Data for this task
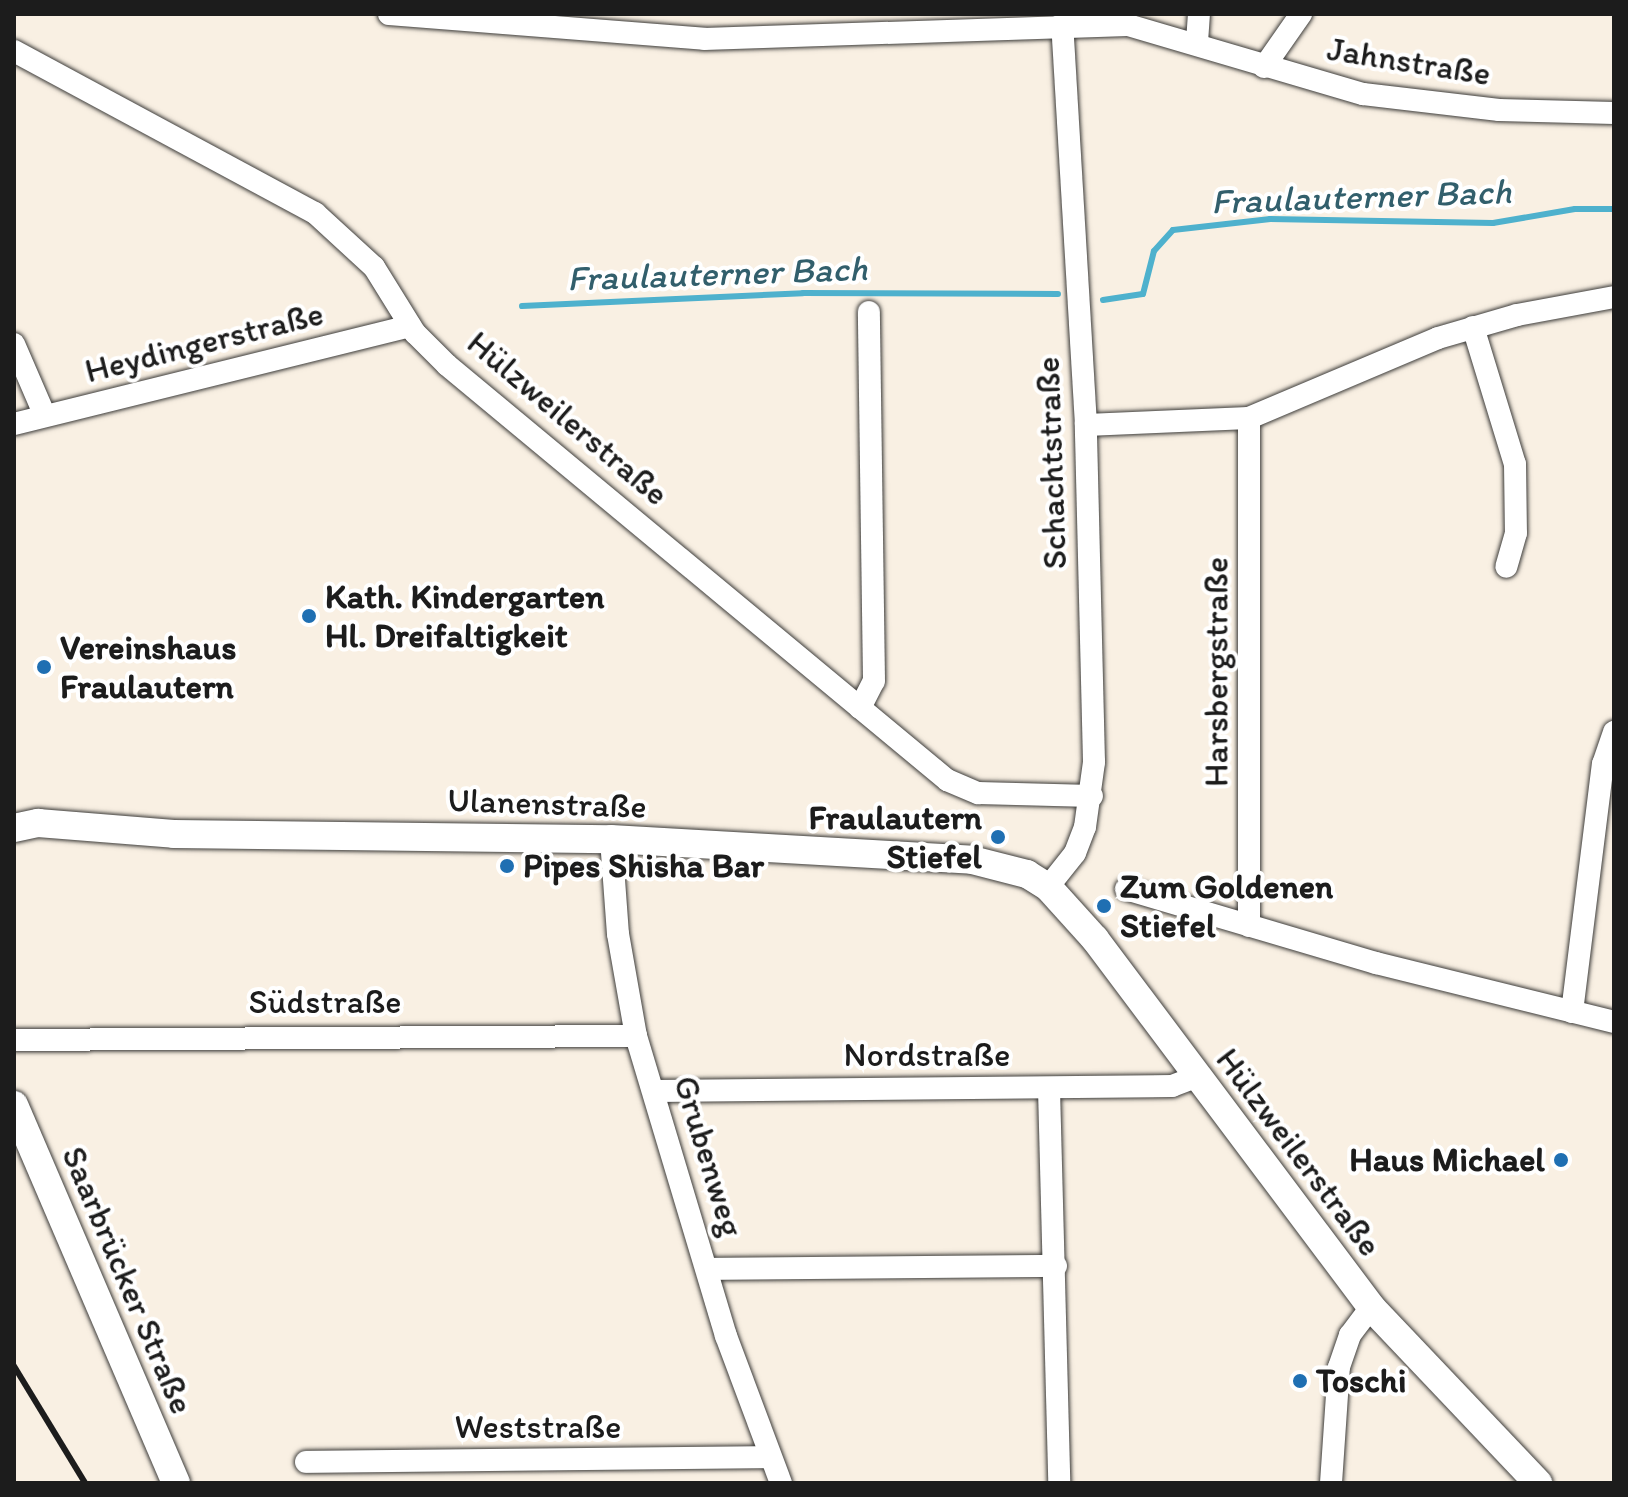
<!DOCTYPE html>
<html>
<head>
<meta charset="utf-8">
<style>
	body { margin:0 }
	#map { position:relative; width:1628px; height:1497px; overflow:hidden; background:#f9f0e3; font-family:Itim,sans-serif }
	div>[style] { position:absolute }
	.stream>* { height:6px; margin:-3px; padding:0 3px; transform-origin:3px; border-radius:3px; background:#4eb1cd }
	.roads { filter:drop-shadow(0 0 2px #3d3c3a) drop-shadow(0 0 2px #3d3c3a) }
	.minor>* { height:22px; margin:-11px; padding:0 11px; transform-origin:11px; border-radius:11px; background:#fff }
	.tertiary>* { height:28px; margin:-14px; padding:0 14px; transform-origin:14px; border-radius:14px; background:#fff }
	.rail>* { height:6px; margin:-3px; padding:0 3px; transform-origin:3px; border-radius:3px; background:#1c1c1c }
	.dots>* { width:22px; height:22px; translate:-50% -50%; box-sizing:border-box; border:4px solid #fff; border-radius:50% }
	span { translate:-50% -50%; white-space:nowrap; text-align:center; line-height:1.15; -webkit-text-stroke:8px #fff; paint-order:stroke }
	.street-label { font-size:34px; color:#1c1c1c }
	.poi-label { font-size:34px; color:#1c1c1c; font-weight:700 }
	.left { translate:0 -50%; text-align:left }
	.right { translate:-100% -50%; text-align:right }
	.water-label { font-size:36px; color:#325f6c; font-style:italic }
	.frame { position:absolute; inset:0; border:16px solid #1c1c1c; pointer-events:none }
</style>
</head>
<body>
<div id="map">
	<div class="stream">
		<div style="left:1103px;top:300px;width:40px;rotate:-8.5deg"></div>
		<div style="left:1143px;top:294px;width:44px;rotate:-75.7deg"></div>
		<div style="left:1154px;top:251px;width:28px;rotate:-48deg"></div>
		<div style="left:1173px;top:230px;width:98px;rotate:-6.5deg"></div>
		<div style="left:1270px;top:219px;width:223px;rotate:1deg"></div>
		<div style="left:1493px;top:223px;width:83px;rotate:-9.7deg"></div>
		<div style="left:1575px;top:209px;width:39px"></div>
		<div style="left:522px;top:306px;width:281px;rotate:-2.6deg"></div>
		<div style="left:803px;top:293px;width:255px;rotate:0.2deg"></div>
	</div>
	<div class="roads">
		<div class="minor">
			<div style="left:389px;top:14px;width:316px;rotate:4.5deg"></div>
			<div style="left:704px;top:39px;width:424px;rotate:-1.9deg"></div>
			<div style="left:1128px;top:25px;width:245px;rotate:16.4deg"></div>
			<div style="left:1363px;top:94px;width:137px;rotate:6.7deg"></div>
			<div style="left:1499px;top:110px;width:115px;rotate:1.5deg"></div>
			<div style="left:1197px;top:42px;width:28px;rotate:-86deg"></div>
			<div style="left:14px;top:51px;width:342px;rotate:28.3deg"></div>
			<div style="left:315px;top:213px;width:80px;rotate:42.5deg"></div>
			<div style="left:374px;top:267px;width:78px;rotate:58.2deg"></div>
			<div style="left:415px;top:333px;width:45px;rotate:45deg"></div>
			<div style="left:447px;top:365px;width:650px;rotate:39.69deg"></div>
			<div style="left:947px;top:780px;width:34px;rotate:23deg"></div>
			<div style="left:978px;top:793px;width:114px;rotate:1.5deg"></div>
			<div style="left:1264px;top:67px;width:65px;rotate:-55.1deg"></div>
			<div style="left:1473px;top:327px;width:143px;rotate:73deg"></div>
			<div style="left:1515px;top:464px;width:69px;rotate:89.2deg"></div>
			<div style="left:1516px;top:533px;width:35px;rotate:106deg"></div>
			<div style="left:14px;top:344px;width:78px;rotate:66.7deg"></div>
			<div style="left:1249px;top:418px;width:508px;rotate:90deg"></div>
			<div style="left:14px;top:424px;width:408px;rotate:-13.9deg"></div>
			<div style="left:1086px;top:425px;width:163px;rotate:-2.5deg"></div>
			<div style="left:1249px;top:418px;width:205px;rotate:-22.9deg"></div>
			<div style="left:1438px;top:338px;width:82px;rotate:-16.2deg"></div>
			<div style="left:1517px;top:315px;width:99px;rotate:-10.5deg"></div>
			<div style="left:860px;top:708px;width:30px;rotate:-63deg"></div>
			<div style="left:874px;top:681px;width:369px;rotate:-90.8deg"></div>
			<div style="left:611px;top:839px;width:95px;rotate:85.8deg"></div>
			<div style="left:618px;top:934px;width:104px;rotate:80deg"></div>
			<div style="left:636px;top:1036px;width:313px;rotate:73.3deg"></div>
			<div style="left:726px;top:1336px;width:157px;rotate:69.5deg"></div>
			<div style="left:1048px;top:887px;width:43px;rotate:-51.5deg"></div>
			<div style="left:1075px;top:853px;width:28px;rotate:-69deg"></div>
			<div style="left:1085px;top:827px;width:66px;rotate:-82.1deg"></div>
			<div style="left:1094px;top:762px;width:337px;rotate:-91.4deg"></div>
			<div style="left:1086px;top:425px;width:402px;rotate:-93.4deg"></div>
			<div style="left:1126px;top:889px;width:261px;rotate:16.5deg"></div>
			<div style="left:1376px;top:963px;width:245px;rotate:13.9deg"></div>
			<div style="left:1572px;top:1012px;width:250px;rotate:-82.9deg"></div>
			<div style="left:1603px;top:764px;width:34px;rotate:-71deg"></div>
			<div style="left:14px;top:1040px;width:622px;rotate:-0.37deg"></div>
			<div style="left:1049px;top:1089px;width:394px;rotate:88.5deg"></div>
			<div style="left:655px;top:1091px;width:517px;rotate:-0.55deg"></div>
			<div style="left:1172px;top:1086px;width:28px;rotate:-21deg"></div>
			<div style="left:708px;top:1269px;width:348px;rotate:-0.5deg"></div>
			<div style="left:306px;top:1462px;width:464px;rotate:-0.6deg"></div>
			<div style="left:1331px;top:1483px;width:116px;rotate:-86.1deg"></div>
			<div style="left:1339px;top:1367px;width:34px;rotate:-71deg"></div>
			<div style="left:1350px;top:1335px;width:35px;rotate:-53deg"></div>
		</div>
		<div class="tertiary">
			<div style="left:14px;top:828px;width:25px;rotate:-12deg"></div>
			<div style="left:38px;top:823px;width:136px;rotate:4.6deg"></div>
			<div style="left:174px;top:834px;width:437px;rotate:0.7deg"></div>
			<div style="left:611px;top:839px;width:362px;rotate:3.3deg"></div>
			<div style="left:972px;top:860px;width:57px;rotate:14.3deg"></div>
			<div style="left:1027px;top:874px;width:25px;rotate:32deg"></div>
			<div style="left:1048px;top:887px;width:70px;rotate:47.9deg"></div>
			<div style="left:1095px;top:939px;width:460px;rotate:53.1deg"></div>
			<div style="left:1371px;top:1307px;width:243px;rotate:46.5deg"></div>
			<div style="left:14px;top:1105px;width:411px;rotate:66.8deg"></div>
		</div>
	</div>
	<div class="rail">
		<div style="left:14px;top:1366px;width:137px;rotate:58.7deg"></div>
	</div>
	<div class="dots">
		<div style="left:309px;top:616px;background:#1f6fb2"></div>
		<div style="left:44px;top:667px;background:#1f6fb2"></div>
		<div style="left:998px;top:837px;background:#1f6fb2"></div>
		<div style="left:507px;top:866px;background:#1f6fb2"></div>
		<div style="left:1104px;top:906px;background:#1f6fb2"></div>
		<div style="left:1561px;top:1160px;background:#1f6fb2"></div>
		<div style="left:1300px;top:1381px;background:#1f6fb2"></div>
	</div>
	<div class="street-label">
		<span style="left:1409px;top:61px;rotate:9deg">Jahnstraße</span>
		<span style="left:204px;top:342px;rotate:-14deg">Heydingerstraße</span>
		<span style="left:568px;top:418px;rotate:40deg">Hülzweilerstraße</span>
		<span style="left:1051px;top:463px;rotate:-92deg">Schachtstraße</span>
		<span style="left:1216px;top:672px;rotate:-90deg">Harsbergstraße</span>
		<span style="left:547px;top:803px;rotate:2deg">Ulanenstraße</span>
		<span style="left:325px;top:1002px">Südstraße</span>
		<span style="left:927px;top:1055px">Nordstraße</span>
		<span style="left:1299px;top:1152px;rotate:53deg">Hülzweilerstraße</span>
		<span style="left:709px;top:1156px;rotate:73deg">Grubenweg</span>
		<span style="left:128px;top:1280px;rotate:67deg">Saarbrücker Straße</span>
		<span style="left:538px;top:1427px">Weststraße</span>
	</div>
	<div class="poi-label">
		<span class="left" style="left:325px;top:616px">Kath. Kindergarten<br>Hl. Dreifaltigkeit</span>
		<span class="left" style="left:60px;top:667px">Vereinshaus<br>Fraulautern</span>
		<span class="right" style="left:982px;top:837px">Fraulautern<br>Stiefel</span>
		<span class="left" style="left:523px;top:866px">Pipes Shisha Bar</span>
		<span class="left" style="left:1120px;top:906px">Zum Goldenen<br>Stiefel</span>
		<span class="right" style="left:1545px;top:1160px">Haus Michael</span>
		<span class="left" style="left:1316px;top:1381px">Toschi</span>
	</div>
	<div class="water-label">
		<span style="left:1361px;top:196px;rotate:-2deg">Fraulauterner Bach</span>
		<span style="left:717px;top:273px;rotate:-2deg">Fraulauterner Bach</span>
	</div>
	<div class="frame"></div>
</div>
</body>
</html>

Your task
Would you repeat exactly, and only, the lines from the start of the records above through the line containing "translate:-100% -50%; text-align:right", with the pictures omitted?

Task output
<!DOCTYPE html>
<html>
<head>
<meta charset="utf-8">
<style>
	body { margin:0 }
	#map { position:relative; width:1628px; height:1497px; overflow:hidden; background:#f9f0e3; font-family:Itim,sans-serif }
	div>[style] { position:absolute }
	.stream>* { height:6px; margin:-3px; padding:0 3px; transform-origin:3px; border-radius:3px; background:#4eb1cd }
	.roads { filter:drop-shadow(0 0 2px #3d3c3a) drop-shadow(0 0 2px #3d3c3a) }
	.minor>* { height:22px; margin:-11px; padding:0 11px; transform-origin:11px; border-radius:11px; background:#fff }
	.tertiary>* { height:28px; margin:-14px; padding:0 14px; transform-origin:14px; border-radius:14px; background:#fff }
	.rail>* { height:6px; margin:-3px; padding:0 3px; transform-origin:3px; border-radius:3px; background:#1c1c1c }
	.dots>* { width:22px; height:22px; translate:-50% -50%; box-sizing:border-box; border:4px solid #fff; border-radius:50% }
	span { translate:-50% -50%; white-space:nowrap; text-align:center; line-height:1.15; -webkit-text-stroke:8px #fff; paint-order:stroke }
	.street-label { font-size:34px; color:#1c1c1c }
	.poi-label { font-size:34px; color:#1c1c1c; font-weight:700 }
	.left { translate:0 -50%; text-align:left }
	.right { translate:-100% -50%; text-align:right }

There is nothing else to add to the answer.